BEGIN DATA EXCERPTS

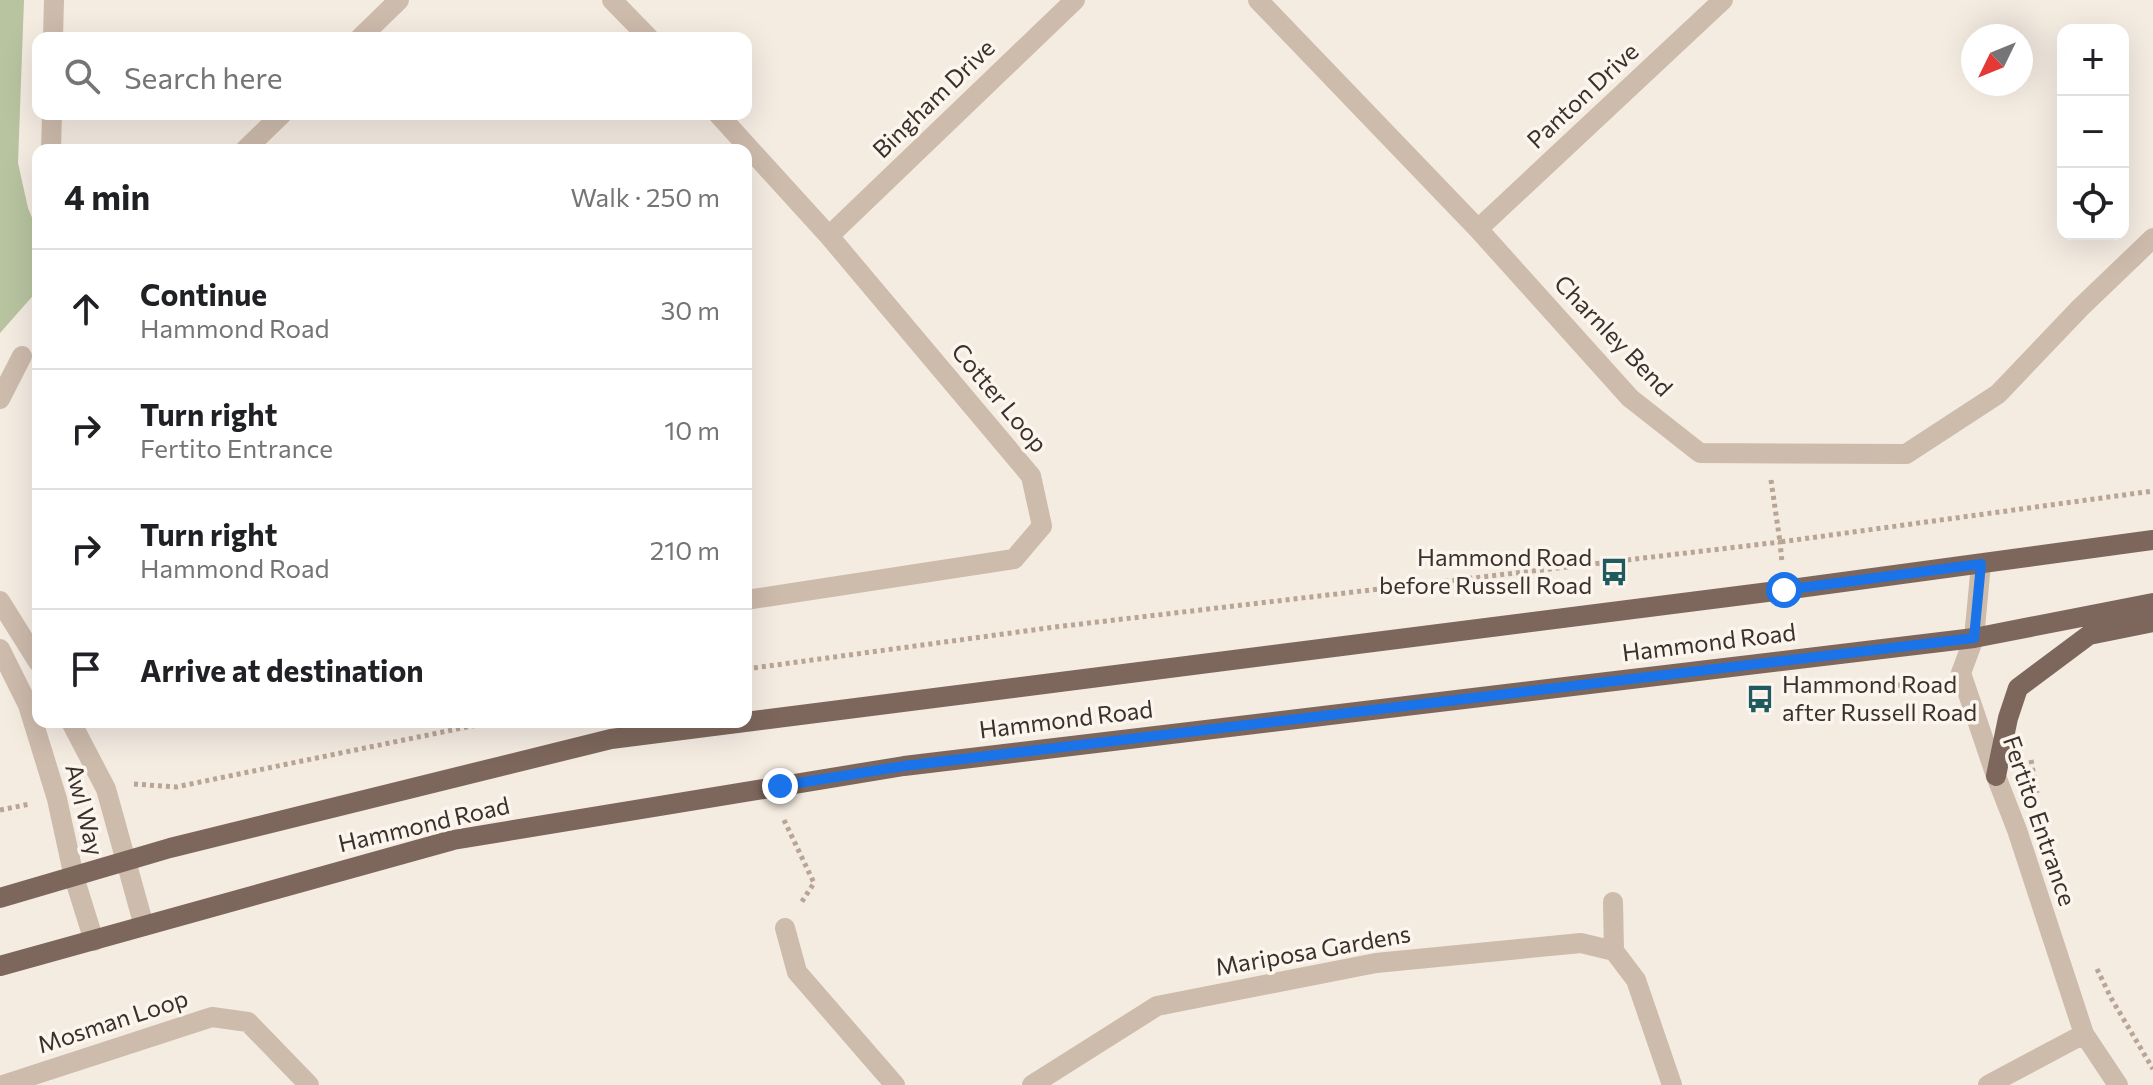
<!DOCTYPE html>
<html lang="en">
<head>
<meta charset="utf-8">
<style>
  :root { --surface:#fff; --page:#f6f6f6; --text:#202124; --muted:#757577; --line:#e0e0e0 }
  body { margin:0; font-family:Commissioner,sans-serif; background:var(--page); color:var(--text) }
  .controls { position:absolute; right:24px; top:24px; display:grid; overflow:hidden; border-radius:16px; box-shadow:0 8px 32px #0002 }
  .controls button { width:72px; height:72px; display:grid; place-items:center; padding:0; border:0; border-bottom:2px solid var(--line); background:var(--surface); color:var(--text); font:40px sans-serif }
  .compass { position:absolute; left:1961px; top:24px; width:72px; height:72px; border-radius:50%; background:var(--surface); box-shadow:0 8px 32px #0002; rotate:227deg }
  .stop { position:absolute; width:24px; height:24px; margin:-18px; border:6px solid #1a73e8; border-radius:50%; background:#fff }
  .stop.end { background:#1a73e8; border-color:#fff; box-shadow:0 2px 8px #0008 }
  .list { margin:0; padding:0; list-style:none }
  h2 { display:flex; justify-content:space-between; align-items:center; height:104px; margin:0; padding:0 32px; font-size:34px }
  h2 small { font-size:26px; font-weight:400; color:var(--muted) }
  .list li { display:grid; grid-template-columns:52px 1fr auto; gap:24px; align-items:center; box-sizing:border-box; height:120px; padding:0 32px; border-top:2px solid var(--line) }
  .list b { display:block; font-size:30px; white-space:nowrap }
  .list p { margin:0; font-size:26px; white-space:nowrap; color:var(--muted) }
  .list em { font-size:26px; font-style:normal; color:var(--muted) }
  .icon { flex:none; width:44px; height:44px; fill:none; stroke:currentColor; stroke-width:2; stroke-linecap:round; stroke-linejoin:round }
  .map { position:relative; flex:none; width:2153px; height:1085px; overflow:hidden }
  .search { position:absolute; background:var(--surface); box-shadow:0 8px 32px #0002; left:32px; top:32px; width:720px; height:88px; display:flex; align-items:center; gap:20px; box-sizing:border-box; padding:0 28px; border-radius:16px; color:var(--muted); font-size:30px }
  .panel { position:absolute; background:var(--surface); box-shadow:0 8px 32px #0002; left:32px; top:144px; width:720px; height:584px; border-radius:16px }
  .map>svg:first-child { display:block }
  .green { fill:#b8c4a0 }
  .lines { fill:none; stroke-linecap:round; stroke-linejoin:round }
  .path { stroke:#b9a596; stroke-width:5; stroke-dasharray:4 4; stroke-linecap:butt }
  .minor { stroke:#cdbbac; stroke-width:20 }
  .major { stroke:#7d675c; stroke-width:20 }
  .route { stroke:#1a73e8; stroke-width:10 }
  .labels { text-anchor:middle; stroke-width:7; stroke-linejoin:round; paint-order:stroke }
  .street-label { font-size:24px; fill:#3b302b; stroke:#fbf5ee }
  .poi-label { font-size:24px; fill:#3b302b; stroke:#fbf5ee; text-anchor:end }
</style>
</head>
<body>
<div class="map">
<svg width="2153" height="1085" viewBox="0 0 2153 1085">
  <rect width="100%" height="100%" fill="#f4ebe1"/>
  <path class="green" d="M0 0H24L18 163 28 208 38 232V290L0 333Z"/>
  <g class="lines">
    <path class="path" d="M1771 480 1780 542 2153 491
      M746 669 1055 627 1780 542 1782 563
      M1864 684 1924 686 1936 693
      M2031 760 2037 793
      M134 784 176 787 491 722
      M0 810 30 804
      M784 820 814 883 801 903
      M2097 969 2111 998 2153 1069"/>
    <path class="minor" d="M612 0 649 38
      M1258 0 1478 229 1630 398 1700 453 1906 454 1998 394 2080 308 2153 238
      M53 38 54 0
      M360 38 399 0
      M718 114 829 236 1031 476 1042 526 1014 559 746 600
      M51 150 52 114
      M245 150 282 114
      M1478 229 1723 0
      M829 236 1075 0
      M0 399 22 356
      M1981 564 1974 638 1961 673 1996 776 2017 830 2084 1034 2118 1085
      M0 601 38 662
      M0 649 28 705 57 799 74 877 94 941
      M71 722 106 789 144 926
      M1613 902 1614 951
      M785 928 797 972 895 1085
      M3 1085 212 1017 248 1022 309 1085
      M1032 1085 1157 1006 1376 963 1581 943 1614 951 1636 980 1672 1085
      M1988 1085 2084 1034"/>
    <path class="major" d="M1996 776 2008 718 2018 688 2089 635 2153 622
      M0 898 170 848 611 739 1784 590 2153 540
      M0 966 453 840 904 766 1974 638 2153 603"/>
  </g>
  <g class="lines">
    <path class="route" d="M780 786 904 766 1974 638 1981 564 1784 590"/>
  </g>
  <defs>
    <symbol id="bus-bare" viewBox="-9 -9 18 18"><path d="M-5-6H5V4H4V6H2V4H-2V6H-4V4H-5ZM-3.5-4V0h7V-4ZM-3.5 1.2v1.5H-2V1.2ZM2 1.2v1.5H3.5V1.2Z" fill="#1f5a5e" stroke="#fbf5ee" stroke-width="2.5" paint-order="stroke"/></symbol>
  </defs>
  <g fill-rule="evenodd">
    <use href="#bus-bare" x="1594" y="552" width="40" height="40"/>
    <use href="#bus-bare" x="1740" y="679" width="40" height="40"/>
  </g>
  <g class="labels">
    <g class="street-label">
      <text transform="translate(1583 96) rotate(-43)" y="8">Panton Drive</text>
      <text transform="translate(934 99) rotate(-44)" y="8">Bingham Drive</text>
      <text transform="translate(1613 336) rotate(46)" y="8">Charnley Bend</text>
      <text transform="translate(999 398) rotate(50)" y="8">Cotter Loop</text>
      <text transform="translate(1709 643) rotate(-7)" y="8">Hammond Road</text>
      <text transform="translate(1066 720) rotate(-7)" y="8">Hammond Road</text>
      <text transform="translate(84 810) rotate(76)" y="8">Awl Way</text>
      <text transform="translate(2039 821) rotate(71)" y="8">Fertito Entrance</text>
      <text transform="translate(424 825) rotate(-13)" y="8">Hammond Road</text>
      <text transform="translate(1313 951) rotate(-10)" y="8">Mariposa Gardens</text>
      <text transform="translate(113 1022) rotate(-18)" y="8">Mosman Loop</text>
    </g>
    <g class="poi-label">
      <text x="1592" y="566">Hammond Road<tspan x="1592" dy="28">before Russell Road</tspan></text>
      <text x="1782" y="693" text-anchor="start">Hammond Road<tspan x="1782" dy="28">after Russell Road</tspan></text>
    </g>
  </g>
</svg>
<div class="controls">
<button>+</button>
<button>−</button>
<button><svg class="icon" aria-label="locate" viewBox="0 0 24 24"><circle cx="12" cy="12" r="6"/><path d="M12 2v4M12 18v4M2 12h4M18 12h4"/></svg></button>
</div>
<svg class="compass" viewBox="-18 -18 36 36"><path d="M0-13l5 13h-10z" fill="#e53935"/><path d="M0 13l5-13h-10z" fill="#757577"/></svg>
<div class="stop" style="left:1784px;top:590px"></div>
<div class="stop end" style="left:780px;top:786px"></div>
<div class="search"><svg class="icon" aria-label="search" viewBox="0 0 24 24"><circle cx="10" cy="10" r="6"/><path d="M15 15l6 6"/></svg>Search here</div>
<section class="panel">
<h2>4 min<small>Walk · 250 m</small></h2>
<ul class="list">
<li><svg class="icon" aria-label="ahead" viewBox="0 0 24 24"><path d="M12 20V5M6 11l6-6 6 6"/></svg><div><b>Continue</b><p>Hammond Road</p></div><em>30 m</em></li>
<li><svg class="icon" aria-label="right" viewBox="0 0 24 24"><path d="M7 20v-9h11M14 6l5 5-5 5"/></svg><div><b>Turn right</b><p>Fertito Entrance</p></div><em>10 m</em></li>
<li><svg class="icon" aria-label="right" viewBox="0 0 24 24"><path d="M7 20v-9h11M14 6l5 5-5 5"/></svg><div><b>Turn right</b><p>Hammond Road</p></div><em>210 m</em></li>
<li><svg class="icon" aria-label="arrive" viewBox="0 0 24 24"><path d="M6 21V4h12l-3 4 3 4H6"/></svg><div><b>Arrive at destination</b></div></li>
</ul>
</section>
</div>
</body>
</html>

END DATA EXCERPTS

TASK BRIEF: This task calls for each line of the material that contains "controls".

ANSWER SPACE:
  .controls { position:absolute; right:24px; top:24px; display:grid; overflow:hidden; border-radius:16px; box-shadow:0 8px 32px #0002 }
  .controls button { width:72px; height:72px; display:grid; place-items:center; padding:0; border:0; border-bottom:2px solid var(--line); background:var(--surface); color:var(--text); font:40px sans-serif }
<div class="controls">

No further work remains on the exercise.